• [What you will do] Return the lines below that contain "Newcastle".

Saved entries
[Start of Attachment]
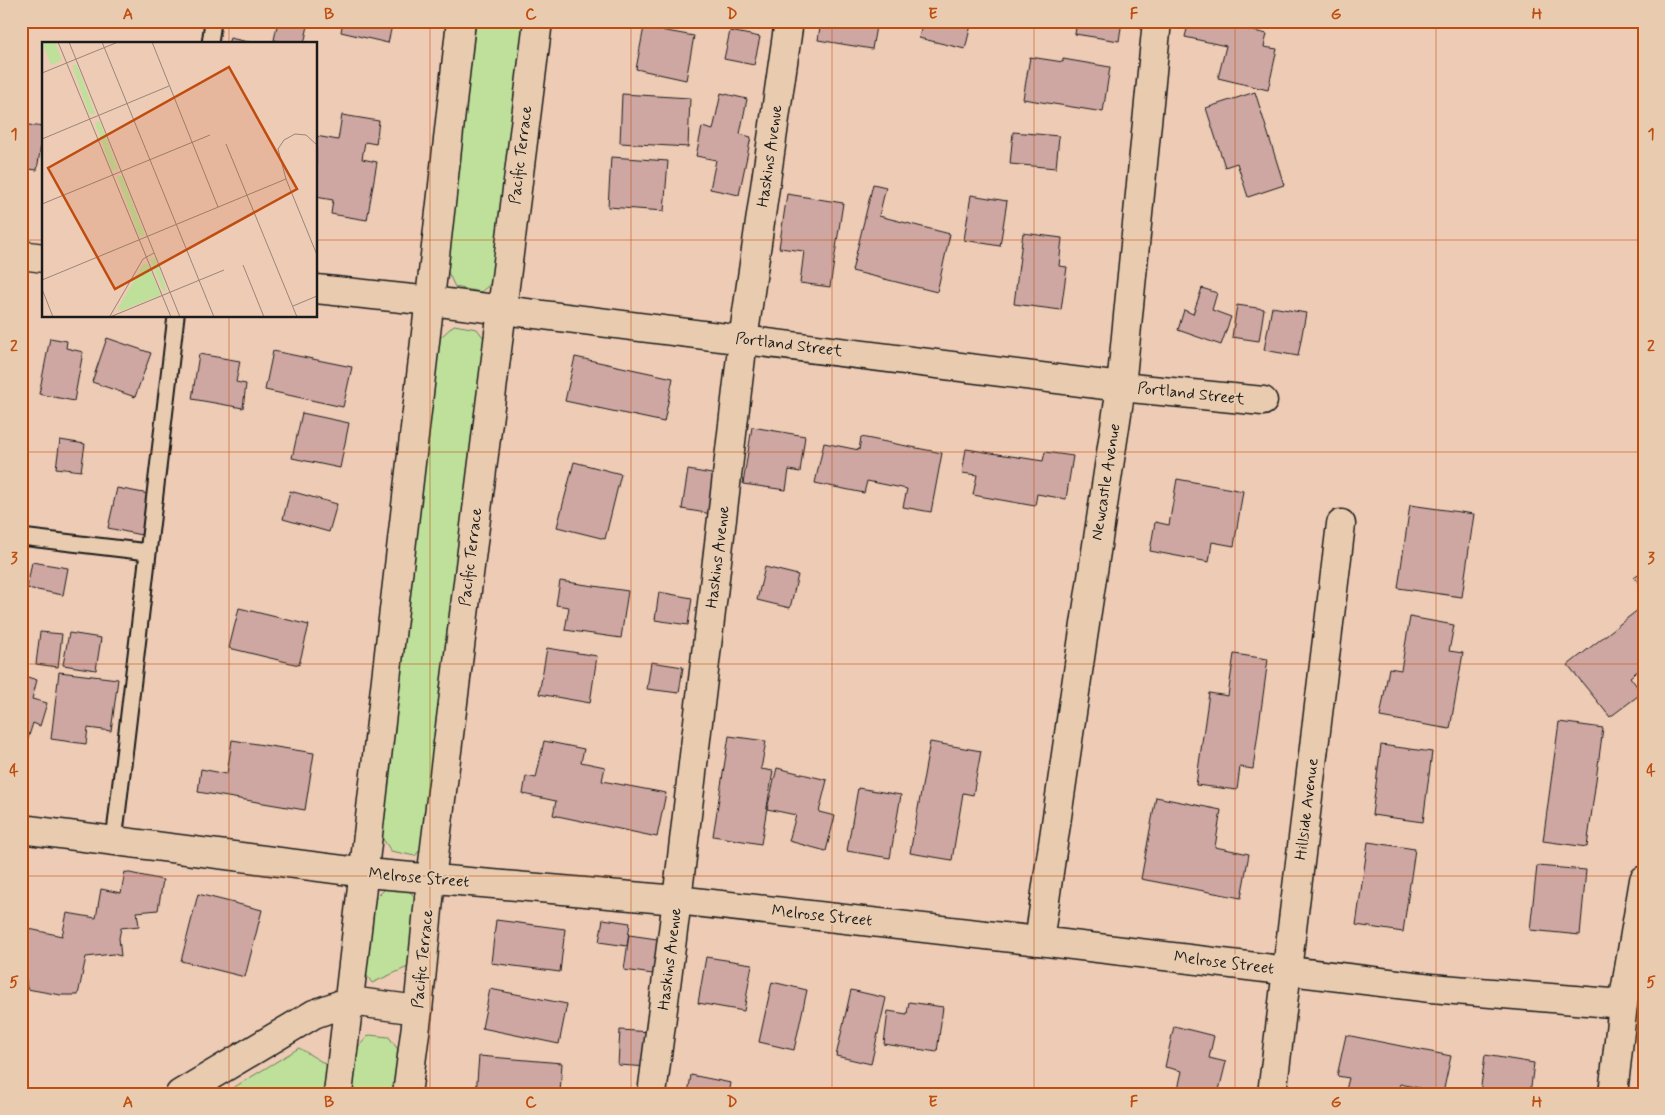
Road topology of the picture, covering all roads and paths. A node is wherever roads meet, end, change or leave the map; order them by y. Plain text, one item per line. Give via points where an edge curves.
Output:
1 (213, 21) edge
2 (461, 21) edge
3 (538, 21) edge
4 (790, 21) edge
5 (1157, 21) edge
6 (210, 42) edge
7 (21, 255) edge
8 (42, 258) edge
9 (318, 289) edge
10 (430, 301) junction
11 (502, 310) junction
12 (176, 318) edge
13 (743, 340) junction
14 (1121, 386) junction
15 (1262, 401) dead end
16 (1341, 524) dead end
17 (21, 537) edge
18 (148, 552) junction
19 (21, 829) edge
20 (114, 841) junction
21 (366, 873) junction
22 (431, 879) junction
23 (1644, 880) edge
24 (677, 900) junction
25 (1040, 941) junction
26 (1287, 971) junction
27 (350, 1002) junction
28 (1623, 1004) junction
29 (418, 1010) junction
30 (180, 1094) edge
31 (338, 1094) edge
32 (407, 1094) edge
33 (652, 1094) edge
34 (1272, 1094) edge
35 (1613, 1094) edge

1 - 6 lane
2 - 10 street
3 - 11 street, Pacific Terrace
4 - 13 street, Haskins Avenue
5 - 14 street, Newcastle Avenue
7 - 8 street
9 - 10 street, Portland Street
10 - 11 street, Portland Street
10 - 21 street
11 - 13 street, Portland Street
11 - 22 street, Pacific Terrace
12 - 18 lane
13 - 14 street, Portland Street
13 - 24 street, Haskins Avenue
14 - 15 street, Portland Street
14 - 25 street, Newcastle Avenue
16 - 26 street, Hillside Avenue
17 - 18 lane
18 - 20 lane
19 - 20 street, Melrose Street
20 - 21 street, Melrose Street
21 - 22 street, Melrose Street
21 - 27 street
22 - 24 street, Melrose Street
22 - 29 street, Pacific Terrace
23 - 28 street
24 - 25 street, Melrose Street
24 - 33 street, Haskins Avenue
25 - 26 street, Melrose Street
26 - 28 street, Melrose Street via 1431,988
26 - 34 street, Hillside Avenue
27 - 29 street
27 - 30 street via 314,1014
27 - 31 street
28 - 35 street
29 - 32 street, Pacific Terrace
[End of Attachment]
• [Exercise result]
5 - 14 street, Newcastle Avenue
14 - 25 street, Newcastle Avenue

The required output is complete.